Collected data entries
::::::::::

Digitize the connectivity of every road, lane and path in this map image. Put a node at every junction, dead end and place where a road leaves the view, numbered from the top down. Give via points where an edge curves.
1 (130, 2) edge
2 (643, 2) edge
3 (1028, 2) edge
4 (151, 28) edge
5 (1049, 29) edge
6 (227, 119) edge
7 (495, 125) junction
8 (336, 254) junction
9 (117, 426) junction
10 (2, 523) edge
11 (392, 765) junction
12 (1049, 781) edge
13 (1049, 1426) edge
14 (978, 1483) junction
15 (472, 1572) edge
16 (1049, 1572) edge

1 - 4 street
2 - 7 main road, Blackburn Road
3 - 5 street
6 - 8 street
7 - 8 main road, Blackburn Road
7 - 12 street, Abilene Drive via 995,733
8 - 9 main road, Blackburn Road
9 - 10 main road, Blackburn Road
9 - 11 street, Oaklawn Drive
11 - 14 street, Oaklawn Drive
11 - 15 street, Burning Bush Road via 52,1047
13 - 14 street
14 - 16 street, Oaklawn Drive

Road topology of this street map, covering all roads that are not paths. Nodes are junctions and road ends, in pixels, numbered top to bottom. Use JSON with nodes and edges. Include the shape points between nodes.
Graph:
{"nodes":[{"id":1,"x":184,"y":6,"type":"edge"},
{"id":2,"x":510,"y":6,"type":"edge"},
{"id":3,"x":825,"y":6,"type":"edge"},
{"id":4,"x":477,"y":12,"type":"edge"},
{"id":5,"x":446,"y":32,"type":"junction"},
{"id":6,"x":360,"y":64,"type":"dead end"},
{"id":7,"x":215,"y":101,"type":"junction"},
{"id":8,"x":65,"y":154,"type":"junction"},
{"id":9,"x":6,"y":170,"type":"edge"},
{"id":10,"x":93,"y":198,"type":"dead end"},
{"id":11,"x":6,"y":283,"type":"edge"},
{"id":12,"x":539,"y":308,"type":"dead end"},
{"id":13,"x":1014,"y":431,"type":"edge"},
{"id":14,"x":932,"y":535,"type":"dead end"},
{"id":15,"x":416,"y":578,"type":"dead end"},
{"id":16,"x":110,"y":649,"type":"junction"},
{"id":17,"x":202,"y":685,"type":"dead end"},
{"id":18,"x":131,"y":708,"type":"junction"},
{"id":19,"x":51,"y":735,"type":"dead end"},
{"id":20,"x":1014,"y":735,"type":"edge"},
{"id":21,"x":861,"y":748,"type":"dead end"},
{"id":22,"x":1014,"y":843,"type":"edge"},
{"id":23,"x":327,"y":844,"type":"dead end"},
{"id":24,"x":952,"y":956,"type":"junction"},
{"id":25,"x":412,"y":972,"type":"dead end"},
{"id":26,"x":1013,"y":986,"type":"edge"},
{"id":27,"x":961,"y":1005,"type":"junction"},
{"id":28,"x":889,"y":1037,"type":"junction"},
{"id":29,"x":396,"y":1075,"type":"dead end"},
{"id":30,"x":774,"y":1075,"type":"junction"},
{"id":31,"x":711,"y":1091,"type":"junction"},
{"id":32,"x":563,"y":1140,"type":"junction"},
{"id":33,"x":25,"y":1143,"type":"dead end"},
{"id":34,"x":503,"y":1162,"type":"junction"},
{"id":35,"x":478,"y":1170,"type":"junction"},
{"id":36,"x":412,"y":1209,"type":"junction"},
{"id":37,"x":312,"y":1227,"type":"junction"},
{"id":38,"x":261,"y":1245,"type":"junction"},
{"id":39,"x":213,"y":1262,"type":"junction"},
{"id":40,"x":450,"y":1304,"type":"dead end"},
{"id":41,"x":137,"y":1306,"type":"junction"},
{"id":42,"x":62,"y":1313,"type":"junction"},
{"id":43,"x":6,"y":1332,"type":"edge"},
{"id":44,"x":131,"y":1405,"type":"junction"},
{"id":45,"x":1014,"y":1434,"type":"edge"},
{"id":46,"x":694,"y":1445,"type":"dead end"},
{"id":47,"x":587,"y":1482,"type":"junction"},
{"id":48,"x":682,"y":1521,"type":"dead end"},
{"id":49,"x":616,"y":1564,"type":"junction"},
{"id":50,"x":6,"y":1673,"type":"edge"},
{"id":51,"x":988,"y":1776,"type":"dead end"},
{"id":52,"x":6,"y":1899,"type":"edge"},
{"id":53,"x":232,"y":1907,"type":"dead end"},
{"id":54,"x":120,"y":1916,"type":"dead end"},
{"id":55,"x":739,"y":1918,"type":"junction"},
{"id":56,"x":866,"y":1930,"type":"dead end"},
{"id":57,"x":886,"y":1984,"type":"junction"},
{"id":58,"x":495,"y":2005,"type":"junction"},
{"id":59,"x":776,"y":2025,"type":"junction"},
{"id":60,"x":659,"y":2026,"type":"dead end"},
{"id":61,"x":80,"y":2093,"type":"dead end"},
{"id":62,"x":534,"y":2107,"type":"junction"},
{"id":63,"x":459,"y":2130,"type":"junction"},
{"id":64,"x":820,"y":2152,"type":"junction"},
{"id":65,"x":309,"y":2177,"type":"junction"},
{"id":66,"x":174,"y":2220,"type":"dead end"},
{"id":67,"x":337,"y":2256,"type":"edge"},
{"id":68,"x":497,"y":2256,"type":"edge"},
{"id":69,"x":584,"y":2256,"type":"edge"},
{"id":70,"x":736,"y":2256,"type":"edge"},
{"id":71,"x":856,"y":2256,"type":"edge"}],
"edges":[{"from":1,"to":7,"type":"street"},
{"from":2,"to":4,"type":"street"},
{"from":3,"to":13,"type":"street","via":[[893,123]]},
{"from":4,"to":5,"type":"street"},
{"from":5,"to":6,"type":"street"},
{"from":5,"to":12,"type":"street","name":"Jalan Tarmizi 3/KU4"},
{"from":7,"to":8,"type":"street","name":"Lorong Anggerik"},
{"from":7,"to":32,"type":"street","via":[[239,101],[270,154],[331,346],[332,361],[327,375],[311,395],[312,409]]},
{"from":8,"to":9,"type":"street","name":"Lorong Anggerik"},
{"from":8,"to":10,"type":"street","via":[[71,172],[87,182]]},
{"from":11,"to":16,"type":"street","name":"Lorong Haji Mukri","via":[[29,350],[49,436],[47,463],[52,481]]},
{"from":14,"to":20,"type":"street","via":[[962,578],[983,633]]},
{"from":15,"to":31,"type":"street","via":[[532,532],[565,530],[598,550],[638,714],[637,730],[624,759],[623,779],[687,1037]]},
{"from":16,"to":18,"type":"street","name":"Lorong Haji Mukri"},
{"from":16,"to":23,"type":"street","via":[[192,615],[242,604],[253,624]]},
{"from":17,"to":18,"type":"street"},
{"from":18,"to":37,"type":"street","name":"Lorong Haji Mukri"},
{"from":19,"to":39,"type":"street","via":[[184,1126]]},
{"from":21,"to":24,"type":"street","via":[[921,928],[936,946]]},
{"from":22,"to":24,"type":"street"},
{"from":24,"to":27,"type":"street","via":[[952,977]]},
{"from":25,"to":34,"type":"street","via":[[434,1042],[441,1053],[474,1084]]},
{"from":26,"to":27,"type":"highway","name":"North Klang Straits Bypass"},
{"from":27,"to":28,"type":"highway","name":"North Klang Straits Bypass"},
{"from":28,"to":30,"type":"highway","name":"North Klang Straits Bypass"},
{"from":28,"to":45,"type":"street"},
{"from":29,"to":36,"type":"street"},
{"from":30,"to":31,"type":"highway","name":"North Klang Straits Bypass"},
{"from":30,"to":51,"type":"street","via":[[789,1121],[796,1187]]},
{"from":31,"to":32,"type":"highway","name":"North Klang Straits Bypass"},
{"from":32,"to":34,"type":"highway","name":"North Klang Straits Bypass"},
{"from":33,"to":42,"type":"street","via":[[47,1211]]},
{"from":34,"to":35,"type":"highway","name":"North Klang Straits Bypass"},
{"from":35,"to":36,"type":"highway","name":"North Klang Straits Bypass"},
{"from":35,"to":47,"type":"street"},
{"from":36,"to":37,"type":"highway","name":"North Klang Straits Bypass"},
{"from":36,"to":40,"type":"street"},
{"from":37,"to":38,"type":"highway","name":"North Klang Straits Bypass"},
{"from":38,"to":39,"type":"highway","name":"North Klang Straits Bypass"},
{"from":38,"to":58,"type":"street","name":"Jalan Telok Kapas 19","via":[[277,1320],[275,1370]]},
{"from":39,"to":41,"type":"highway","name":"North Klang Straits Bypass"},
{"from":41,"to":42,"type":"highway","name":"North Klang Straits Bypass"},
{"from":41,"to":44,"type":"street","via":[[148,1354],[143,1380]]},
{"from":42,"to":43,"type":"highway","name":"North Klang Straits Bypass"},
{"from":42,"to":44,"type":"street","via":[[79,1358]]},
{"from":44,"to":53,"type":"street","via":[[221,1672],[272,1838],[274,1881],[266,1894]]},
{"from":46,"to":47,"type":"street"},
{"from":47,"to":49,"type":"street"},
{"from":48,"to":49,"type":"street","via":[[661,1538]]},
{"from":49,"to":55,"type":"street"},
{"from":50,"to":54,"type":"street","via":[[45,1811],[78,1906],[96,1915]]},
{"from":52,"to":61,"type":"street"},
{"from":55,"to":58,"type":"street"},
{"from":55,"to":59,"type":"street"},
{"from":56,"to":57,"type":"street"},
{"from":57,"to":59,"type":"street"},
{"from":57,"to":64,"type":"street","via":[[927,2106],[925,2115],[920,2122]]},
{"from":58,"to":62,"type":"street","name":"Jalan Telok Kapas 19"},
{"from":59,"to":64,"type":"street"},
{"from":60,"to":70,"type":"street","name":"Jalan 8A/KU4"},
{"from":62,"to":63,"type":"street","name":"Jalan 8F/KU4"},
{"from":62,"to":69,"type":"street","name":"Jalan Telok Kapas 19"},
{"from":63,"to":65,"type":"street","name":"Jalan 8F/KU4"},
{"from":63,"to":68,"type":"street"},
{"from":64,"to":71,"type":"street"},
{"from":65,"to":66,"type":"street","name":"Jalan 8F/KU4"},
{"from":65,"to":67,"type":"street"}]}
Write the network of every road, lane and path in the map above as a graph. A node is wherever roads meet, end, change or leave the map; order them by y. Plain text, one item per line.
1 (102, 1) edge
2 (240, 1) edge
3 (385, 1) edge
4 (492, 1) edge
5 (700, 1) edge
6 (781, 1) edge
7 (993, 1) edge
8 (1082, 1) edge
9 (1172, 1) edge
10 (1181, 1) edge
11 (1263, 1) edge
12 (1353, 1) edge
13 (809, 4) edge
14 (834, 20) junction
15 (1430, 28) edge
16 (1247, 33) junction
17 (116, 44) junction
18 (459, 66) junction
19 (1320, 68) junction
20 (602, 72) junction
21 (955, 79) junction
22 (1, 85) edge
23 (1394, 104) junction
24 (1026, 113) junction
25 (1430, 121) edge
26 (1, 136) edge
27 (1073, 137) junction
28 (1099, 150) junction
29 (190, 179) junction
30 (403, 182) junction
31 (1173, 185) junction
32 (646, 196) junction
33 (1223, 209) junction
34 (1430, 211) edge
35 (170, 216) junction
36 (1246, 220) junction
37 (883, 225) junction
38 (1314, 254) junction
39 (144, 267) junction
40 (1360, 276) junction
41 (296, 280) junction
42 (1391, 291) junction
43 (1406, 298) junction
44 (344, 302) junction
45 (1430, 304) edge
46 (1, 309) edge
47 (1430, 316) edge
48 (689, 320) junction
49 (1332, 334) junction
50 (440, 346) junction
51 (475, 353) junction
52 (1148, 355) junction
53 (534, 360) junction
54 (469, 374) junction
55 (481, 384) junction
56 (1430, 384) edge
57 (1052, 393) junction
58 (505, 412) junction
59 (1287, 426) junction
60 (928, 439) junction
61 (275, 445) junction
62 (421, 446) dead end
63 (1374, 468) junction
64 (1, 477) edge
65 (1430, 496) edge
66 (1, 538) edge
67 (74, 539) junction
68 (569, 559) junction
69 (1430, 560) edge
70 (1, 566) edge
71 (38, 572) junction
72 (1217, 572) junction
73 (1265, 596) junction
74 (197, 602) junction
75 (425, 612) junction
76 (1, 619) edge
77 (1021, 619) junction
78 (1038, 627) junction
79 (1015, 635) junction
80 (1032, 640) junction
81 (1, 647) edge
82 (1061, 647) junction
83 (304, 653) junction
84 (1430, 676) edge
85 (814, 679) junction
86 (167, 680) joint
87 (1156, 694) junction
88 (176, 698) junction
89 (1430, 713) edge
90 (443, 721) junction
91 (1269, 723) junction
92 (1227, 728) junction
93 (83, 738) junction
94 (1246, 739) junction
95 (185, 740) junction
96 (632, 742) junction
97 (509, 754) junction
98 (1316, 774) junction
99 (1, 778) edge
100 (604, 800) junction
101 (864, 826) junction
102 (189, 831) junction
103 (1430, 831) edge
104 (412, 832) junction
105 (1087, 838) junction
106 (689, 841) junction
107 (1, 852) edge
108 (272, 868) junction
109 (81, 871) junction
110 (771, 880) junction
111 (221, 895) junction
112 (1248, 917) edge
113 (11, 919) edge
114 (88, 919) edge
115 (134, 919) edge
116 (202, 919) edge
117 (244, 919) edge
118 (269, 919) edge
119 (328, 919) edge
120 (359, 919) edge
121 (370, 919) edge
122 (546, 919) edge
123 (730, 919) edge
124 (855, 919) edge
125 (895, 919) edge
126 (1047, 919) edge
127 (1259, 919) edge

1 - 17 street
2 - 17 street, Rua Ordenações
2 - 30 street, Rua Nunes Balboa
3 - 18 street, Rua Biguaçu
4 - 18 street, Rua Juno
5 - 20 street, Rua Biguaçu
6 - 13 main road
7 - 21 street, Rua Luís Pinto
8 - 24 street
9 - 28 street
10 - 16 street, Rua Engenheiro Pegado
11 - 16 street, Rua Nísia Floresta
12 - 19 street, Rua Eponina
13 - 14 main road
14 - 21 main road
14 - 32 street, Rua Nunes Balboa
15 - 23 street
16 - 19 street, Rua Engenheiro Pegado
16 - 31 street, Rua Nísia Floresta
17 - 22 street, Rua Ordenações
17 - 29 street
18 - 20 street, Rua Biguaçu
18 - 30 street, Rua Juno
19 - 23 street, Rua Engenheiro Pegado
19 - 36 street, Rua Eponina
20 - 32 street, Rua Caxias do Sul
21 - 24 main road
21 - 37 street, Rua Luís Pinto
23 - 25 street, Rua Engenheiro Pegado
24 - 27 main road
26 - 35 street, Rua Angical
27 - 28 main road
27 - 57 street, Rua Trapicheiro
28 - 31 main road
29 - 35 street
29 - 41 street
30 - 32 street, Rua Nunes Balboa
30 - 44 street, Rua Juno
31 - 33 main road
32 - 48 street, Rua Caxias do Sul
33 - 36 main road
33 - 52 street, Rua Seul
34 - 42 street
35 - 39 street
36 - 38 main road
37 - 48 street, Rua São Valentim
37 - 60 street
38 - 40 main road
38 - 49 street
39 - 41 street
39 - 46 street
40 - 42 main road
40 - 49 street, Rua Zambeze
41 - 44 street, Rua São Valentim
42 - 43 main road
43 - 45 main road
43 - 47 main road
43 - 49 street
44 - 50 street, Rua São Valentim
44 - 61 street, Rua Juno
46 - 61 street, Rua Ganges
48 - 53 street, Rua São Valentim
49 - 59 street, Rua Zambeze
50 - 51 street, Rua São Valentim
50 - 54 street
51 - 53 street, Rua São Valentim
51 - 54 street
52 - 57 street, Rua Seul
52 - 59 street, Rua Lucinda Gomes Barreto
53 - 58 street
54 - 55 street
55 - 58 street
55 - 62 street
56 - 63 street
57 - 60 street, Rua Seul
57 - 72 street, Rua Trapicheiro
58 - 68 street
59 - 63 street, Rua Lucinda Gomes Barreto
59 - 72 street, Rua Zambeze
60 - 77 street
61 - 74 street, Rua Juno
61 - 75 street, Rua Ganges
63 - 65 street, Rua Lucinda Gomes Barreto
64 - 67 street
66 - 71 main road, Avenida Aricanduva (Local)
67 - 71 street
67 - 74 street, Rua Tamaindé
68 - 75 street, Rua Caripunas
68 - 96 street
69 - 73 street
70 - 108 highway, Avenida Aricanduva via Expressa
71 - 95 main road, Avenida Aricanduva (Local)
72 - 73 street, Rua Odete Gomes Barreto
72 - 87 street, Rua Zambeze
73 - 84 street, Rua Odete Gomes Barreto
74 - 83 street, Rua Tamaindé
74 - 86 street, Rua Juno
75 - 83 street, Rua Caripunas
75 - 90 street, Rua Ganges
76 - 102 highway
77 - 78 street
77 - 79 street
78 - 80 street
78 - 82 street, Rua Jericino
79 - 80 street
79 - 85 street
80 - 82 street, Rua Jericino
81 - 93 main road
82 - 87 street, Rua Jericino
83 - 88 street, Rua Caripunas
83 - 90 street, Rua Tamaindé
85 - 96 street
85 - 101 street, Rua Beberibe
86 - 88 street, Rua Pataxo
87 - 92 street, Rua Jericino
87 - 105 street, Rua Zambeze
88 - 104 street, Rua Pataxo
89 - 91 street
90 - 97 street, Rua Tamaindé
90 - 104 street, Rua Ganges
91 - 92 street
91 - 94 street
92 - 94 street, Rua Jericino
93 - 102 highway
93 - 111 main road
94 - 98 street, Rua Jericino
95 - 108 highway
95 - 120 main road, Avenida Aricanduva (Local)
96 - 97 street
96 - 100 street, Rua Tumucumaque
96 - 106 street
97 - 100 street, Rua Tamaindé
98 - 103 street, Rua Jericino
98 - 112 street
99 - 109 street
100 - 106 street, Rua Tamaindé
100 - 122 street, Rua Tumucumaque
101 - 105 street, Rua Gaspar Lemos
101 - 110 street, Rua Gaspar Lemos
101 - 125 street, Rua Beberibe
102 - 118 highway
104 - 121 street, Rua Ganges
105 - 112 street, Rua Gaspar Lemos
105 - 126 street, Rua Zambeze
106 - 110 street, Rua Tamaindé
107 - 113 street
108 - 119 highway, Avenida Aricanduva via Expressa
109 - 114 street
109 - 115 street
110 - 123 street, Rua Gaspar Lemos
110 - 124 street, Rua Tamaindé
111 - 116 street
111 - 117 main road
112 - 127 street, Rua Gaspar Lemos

::::::::::

▶ **Task directions**
Copy out every line of the entries where the string "Zambeze" shows up.

▶ **Task solution**
40 - 49 street, Rua Zambeze
49 - 59 street, Rua Zambeze
59 - 72 street, Rua Zambeze
72 - 87 street, Rua Zambeze
87 - 105 street, Rua Zambeze
105 - 126 street, Rua Zambeze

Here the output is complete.